Auch grundsätzlich sind die meisten Kapitalmarktstrategen verhalten optimistisch gestimmt für das neue Aktienjahr. Zwar droht angesichts der mauen Konjunkturlage ein Stotterstart und auch hohe Schwankungen können erneut nicht ausgeschlossen werden, doch mit abnehmender Inflation und sinkenden Leitzinsen dürfte der Aktienmarkt spätestens in der zweiten Jahreshälfte an Fahrt aufnehmen. Das gilt auch und gerade für den deutschen Leitindex, der trotz der Jahresendrally historisch und im internationalen Vergleich betrachtet noch immer relativ günstig ist und mit überwiegend soliden Unternehmensgewinnen lockt. Eine weltweit anziehende Konjunktur könnte dann durchaus auch für neue Rekordstände bei den Indizes in Deutschland und den USA sorgen.

Pharma weiter gefragt

Doch welche Sektoren zählen im nächsten Jahr zu den Favoriten der Analysten? Angesichts alternder westlicher Gesellschaften bleibt Gesundheit ein großes Thema. Neben Pharma stehen aber auch Basiskonsum und europäische Zykliker, die Nachholbedarf haben, auf den Wunschzetteln vieler Kapitalmarktstrategen. Amundi empfiehlt auch Energiewende-Titel, obwohl diese nun zwei durchwachsene Jahre hinter sich haben. Dagegen sieht Goldman Asset Management auch Chancen bei Biotech, wo die Bewertungen auf dem tiefsten Stand seit 15 Jahren angekommen seien und es nun attraktive M&A-Ziele gebe. Für die DZ Bank zählen neben Energie-Titeln auch europäische Versicherer und Autohersteller aus dem Luxussegment zu den Favoriten. In der unruhigen geopolitischen Lage dürften auch Rüstungskonzerne wie Rheinmetall und Hensoldt weiterhin zu den Gewinnern zählen.

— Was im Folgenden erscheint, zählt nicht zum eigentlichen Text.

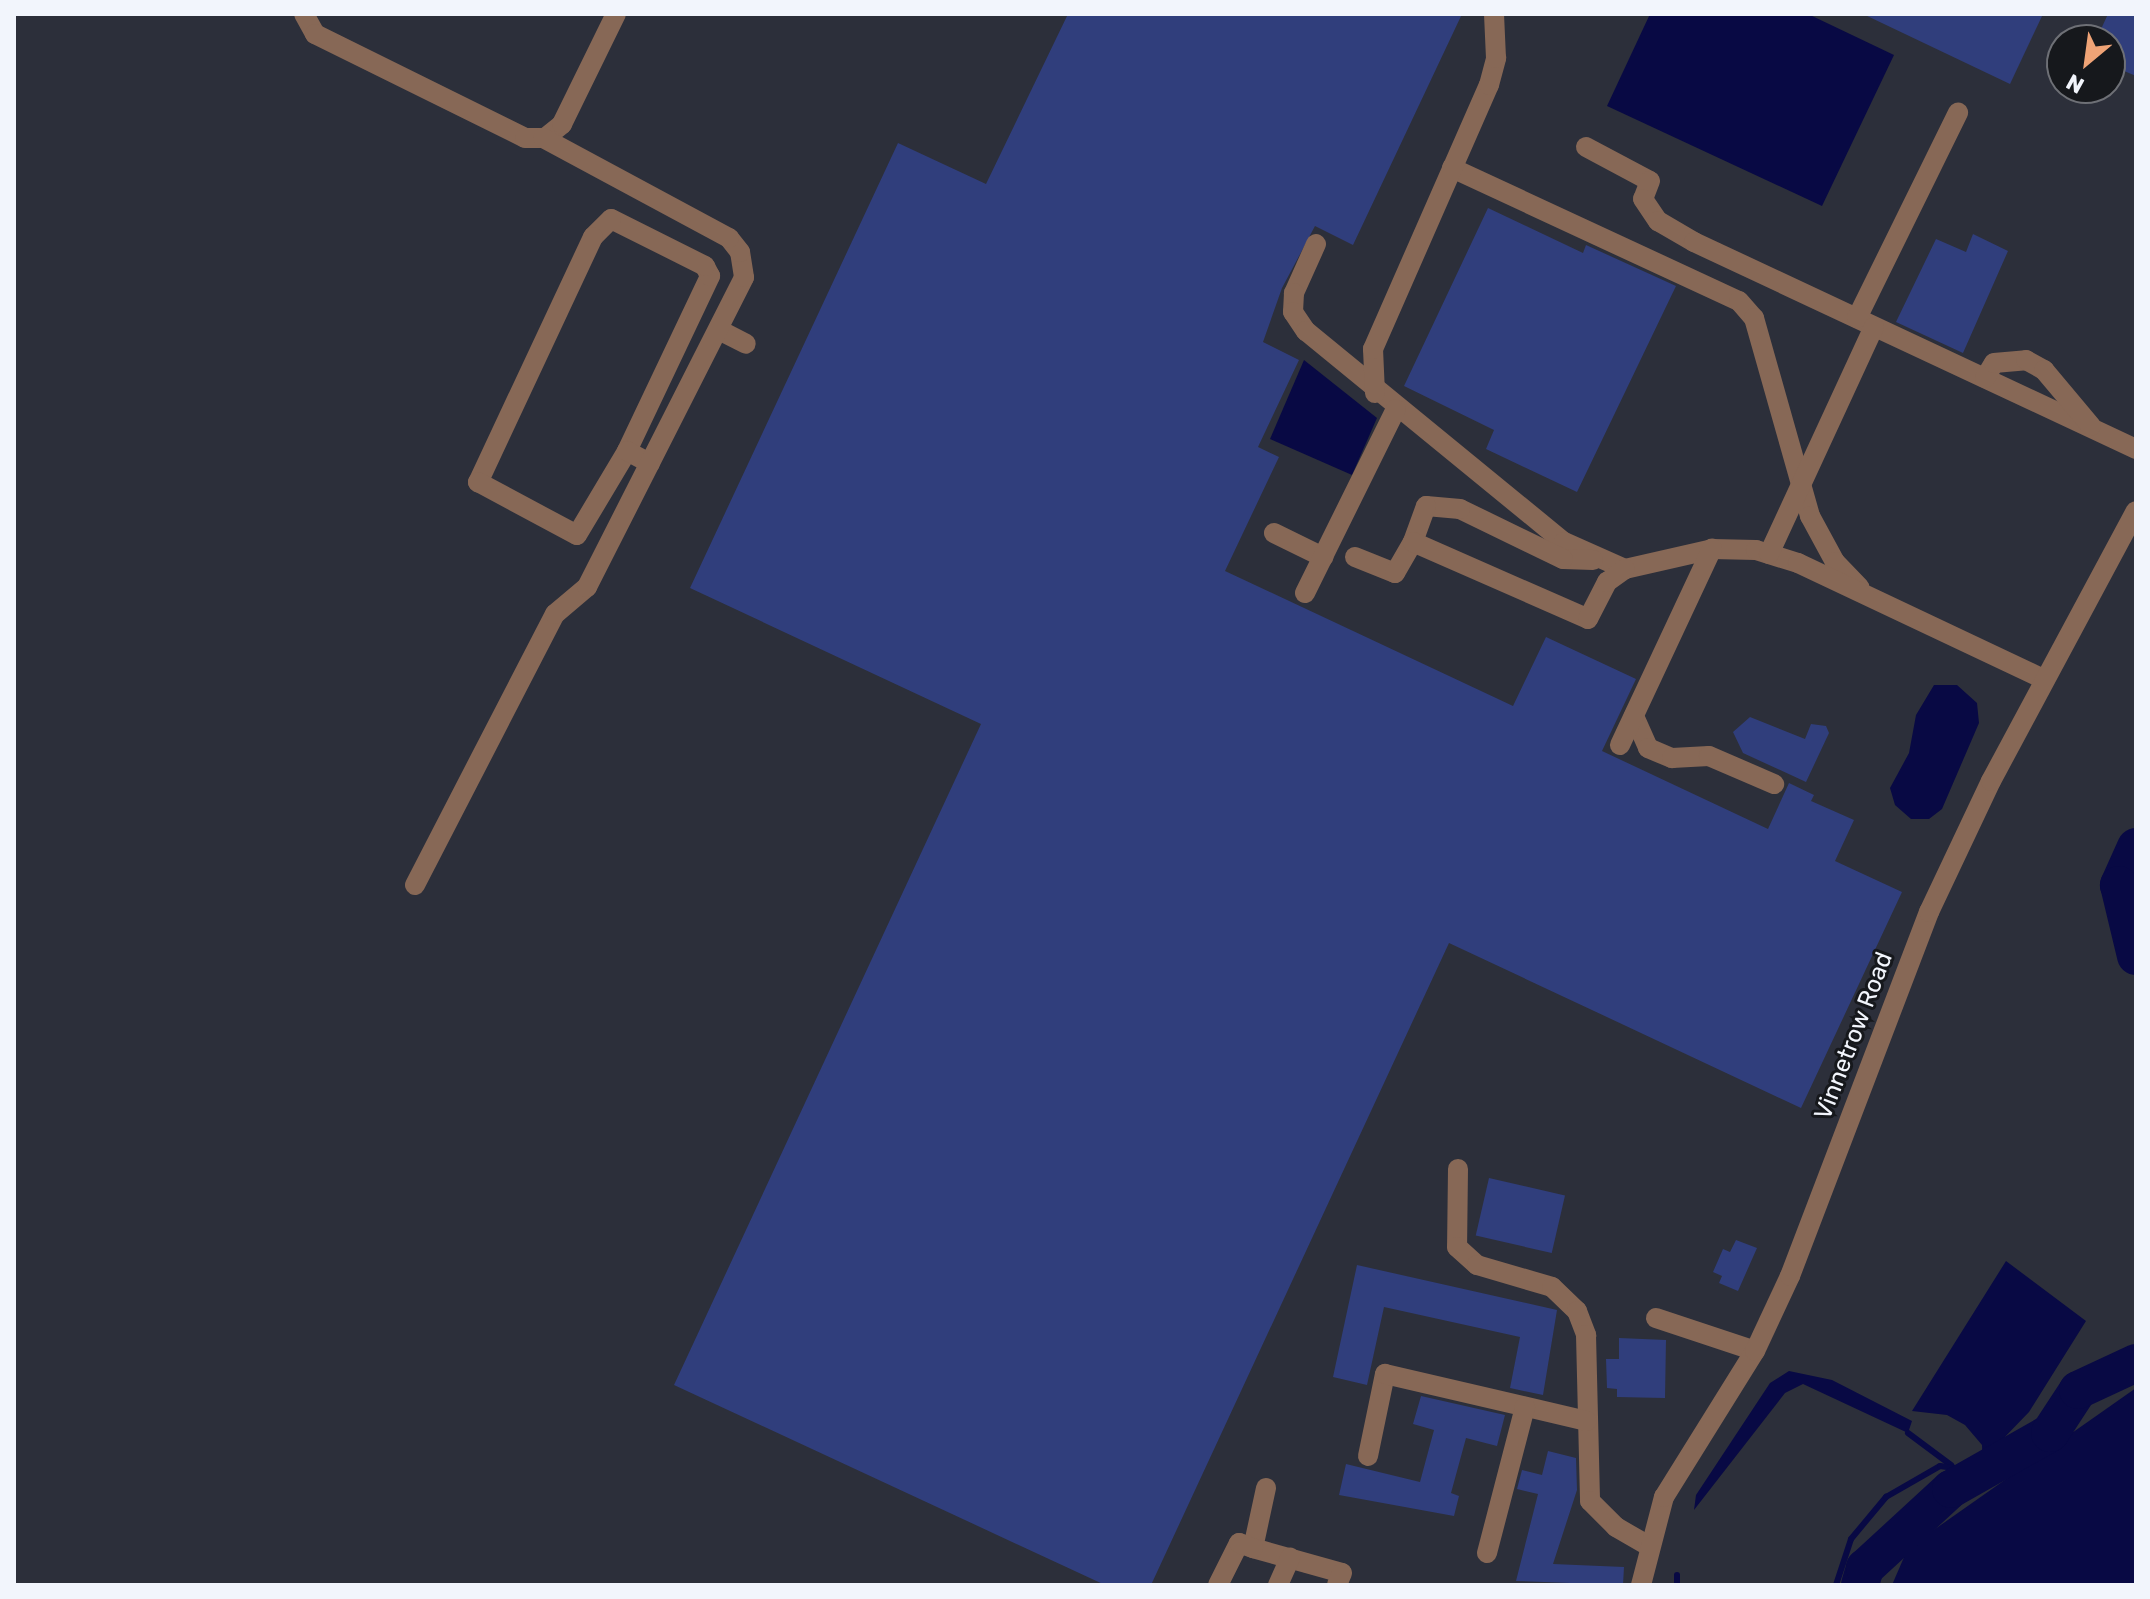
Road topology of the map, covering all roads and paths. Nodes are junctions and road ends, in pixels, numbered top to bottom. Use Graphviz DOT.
graph roads {
  1 [pos="304,14"];
  2 [pos="616,14"];
  3 [pos="1494,14"];
  4 [pos="1958,113"];
  5 [pos="543,138"];
  6 [pos="1586,147"];
  7 [pos="1452,168"];
  8 [pos="1316,244"];
  9 [pos="1865,322"];
  10 [pos="719,330"];
  11 [pos="746,344"];
  12 [pos="673,359"];
  13 [pos="698,371"];
  14 [pos="1985,378"];
  15 [pos="1375,393"];
  16 [pos="1396,409"];
  17 [pos="2094,429"];
  18 [pos="2136,449"];
  19 [pos="627,451"];
  20 [pos="650,463"];
  21 [pos="1802,488"];
  22 [pos="2136,511"];
  23 [pos="1274,533"];
  24 [pos="1413,542"];
  25 [pos="1712,549"];
  26 [pos="1769,554"];
  27 [pos="1323,557"];
  28 [pos="1355,557"];
  29 [pos="1597,560"];
  30 [pos="1625,569"];
  31 [pos="1305,593"];
  32 [pos="1868,596"];
  33 [pos="2045,680"];
  34 [pos="1634,716"];
  35 [pos="1620,745"];
  36 [pos="1774,784"];
  37 [pos="415,885"];
  38 [pos="1458,1169"];
  39 [pos="1656,1318"];
  40 [pos="1755,1351"];
  41 [pos="1525,1407"];
  42 [pos="1587,1421"];
  43 [pos="1368,1456"];
  44 [pos="1266,1488"];
  45 [pos="1647,1545"];
  46 [pos="1253,1548"];
  47 [pos="1487,1553"];
  48 [pos="1290,1558"];
  49 [pos="1218,1585"];
  50 [pos="1278,1585"];
  51 [pos="1337,1585"];
  52 [pos="1641,1585"];
  1 -- 5 [label="street"];
  2 -- 5 [label="street"];
  3 -- 7 [label="street"];
  4 -- 9 [label="street"];
  5 -- 10 [label="street"];
  6 -- 9 [label="street"];
  7 -- 15 [label="street"];
  7 -- 21 [label="street"];
  8 -- 15 [label="street"];
  9 -- 14 [label="street"];
  9 -- 21 [label="street"];
  10 -- 11 [label="street"];
  10 -- 13 [label="street"];
  12 -- 13 [label="street"];
  12 -- 19 [label="street"];
  12 -- 19 [label="street"];
  13 -- 20 [label="street"];
  14 -- 17 [label="street"];
  14 -- 17 [label="street"];
  15 -- 16 [label="street"];
  16 -- 27 [label="street"];
  16 -- 29 [label="street"];
  17 -- 18 [label="street"];
  19 -- 20 [label="street"];
  20 -- 37 [label="street"];
  21 -- 26 [label="street"];
  21 -- 32 [label="street"];
  22 -- 33 [label="street, Vinnetrow Road"];
  23 -- 27 [label="street"];
  24 -- 28 [label="street"];
  24 -- 29 [label="street"];
  24 -- 30 [label="street"];
  25 -- 26 [label="street"];
  25 -- 30 [label="street"];
  25 -- 34 [label="street"];
  26 -- 32 [label="street"];
  27 -- 31 [label="street"];
  29 -- 30 [label="street"];
  32 -- 33 [label="street"];
  33 -- 40 [label="street, Vinnetrow Road"];
  34 -- 35 [label="street"];
  34 -- 36 [label="street"];
  38 -- 42 [label="street"];
  39 -- 40 [label="street"];
  40 -- 45 [label="street, Vinnetrow Road"];
  41 -- 42 [label="street"];
  41 -- 43 [label="street"];
  41 -- 47 [label="street"];
  42 -- 45 [label="street"];
  44 -- 46 [label="street"];
  45 -- 52 [label="street, Vinnetrow Road"];
  46 -- 48 [label="street"];
  46 -- 49 [label="street"];
  48 -- 50 [label="street"];
  48 -- 51 [label="street"];
}
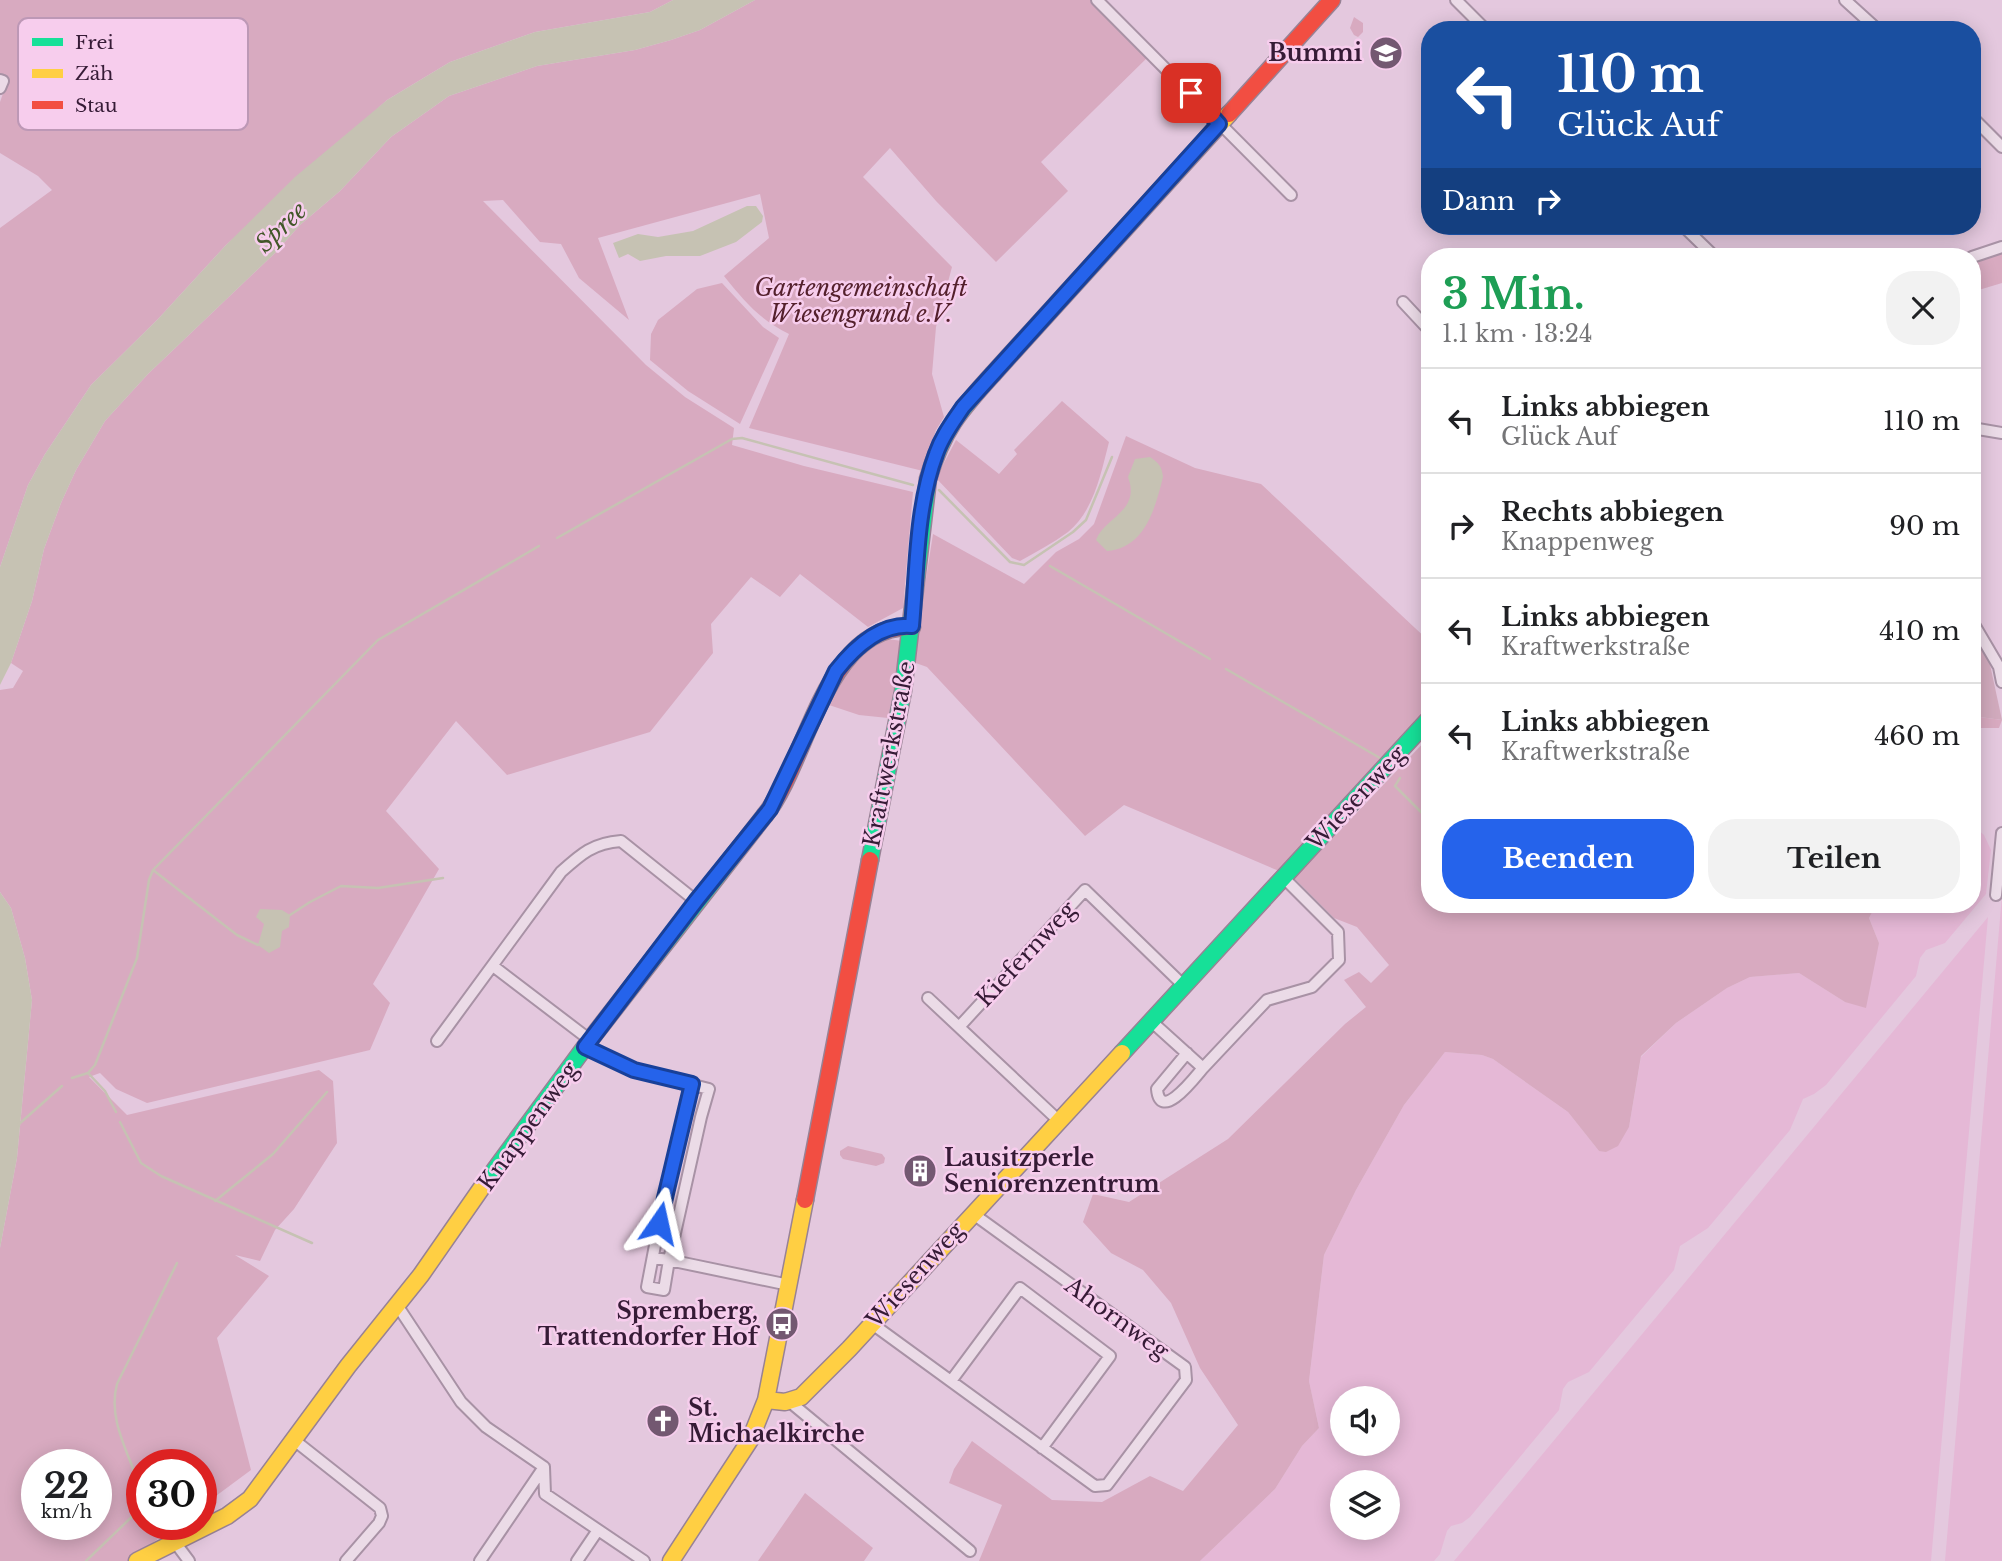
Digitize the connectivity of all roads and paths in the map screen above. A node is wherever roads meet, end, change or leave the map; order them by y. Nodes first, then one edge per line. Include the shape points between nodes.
1 (1097, 0) edge
2 (1332, 0) edge
3 (1456, 0) edge
4 (1845, 0) edge
5 (1477, 21) edge
6 (1868, 21) edge
7 (0, 80) edge
8 (0, 88) edge
9 (1219, 124) junction
10 (1981, 126) edge
11 (2002, 147) edge
12 (1290, 195) dead end
13 (1692, 235) edge
14 (2002, 247) edge
15 (1706, 248) edge
16 (1981, 254) edge
17 (1403, 302) dead end
18 (1421, 321) edge
19 (1981, 430) edge
20 (2002, 433) edge
21 (912, 626) junction
22 (1981, 636) edge
23 (2002, 682) edge
24 (1421, 728) edge
25 (2002, 833) edge
26 (1283, 877) junction
27 (1996, 895) dead end
28 (696, 901) junction
29 (493, 966) junction
30 (1184, 986) junction
31 (928, 998) dead end
32 (1151, 1021) junction
33 (959, 1027) junction
34 (437, 1041) dead end
35 (587, 1043) junction
36 (1187, 1053) junction
37 (1203, 1068) junction
38 (692, 1084) junction
39 (684, 1113) junction
40 (701, 1117) junction
41 (1058, 1120) junction
42 (665, 1193) junction
43 (683, 1196) junction
44 (972, 1213) junction
45 (653, 1258) junction
46 (669, 1260) junction
47 (789, 1284) junction
48 (397, 1305) junction
49 (871, 1323) junction
50 (951, 1381) junction
51 (766, 1400) junction
52 (790, 1402) junction
53 (294, 1440) junction
54 (1042, 1448) junction
55 (544, 1467) junction
56 (598, 1530) junction
57 (174, 1541) junction
58 (971, 1551) dead end
59 (137, 1561) edge
60 (189, 1561) edge
61 (346, 1561) edge
62 (480, 1561) edge
63 (576, 1561) edge
64 (645, 1561) edge
65 (671, 1561) edge

1 - 9 street
2 - 9 street, Kraftwerkstraße
3 - 5 street
4 - 6 street
7 - 8 street
9 - 12 street
9 - 21 street, Kraftwerkstraße via 946,431 936,451 923,507
10 - 11 street
13 - 15 street
14 - 16 street
17 - 18 street
19 - 20 street
21 - 28 street, Knappenweg via 885,630 862,644 836,671 770,809
21 - 47 street, Kraftwerkstraße
22 - 23 street via 1999,667
24 - 26 street, Wiesenweg
25 - 27 street
26 - 30 street, Wiesenweg
26 - 37 street via 1338,932 1339,960 1312,987 1267,1000
28 - 29 street via 621,841 601,843 561,872
28 - 35 street, Knappenweg
29 - 34 street
29 - 35 street
30 - 32 street, Wiesenweg
30 - 33 street, Kiefernweg via 1085,890
31 - 33 street, Kiefernweg
32 - 36 street
32 - 41 street, Wiesenweg
33 - 41 street, Kiefernweg
35 - 38 street via 634,1070
35 - 48 street, Knappenweg
36 - 37 street
36 - 37 street via 1157,1089 1162,1100 1176,1098
38 - 39 street
38 - 40 street via 709,1089
39 - 40 street
39 - 42 street
40 - 43 street
41 - 44 street, Wiesenweg
42 - 43 street
42 - 45 street
43 - 46 street
44 - 49 street, Wiesenweg
44 - 54 street, Ahornweg via 1185,1367 1186,1380 1107,1485 1095,1486
45 - 46 street
45 - 46 street via 647,1287 664,1290
46 - 47 street
47 - 51 street, Kraftwerkstraße
48 - 53 street, Knappenweg
48 - 55 street via 461,1402 486,1427
49 - 50 street, Ahornweg
49 - 52 street, Wiesenweg via 807,1391
50 - 54 street, Ahornweg
50 - 54 street via 1020,1288 1110,1356
51 - 52 street
51 - 65 street, Kraftwerkstraße via 750,1440
52 - 58 street
53 - 57 street, Knappenweg via 250,1499 227,1516
53 - 61 street via 380,1508 380,1523
55 - 56 street via 545,1494
55 - 62 street
56 - 63 street
56 - 64 street
57 - 59 street, Knappenweg
57 - 60 street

Schwierig wird es dagegen für den Chemiesektor bleiben, angesichts der hohen Energiepreise gerade auch in Deutschland. Auch andere energieintensive Unternehmen dürften weiter mit den Standortbedingungen hierzulande hadern. Daneben könnte der breite Autosektor durch die zunehmende Konkurrenz aus China weiter unter Druck geraten.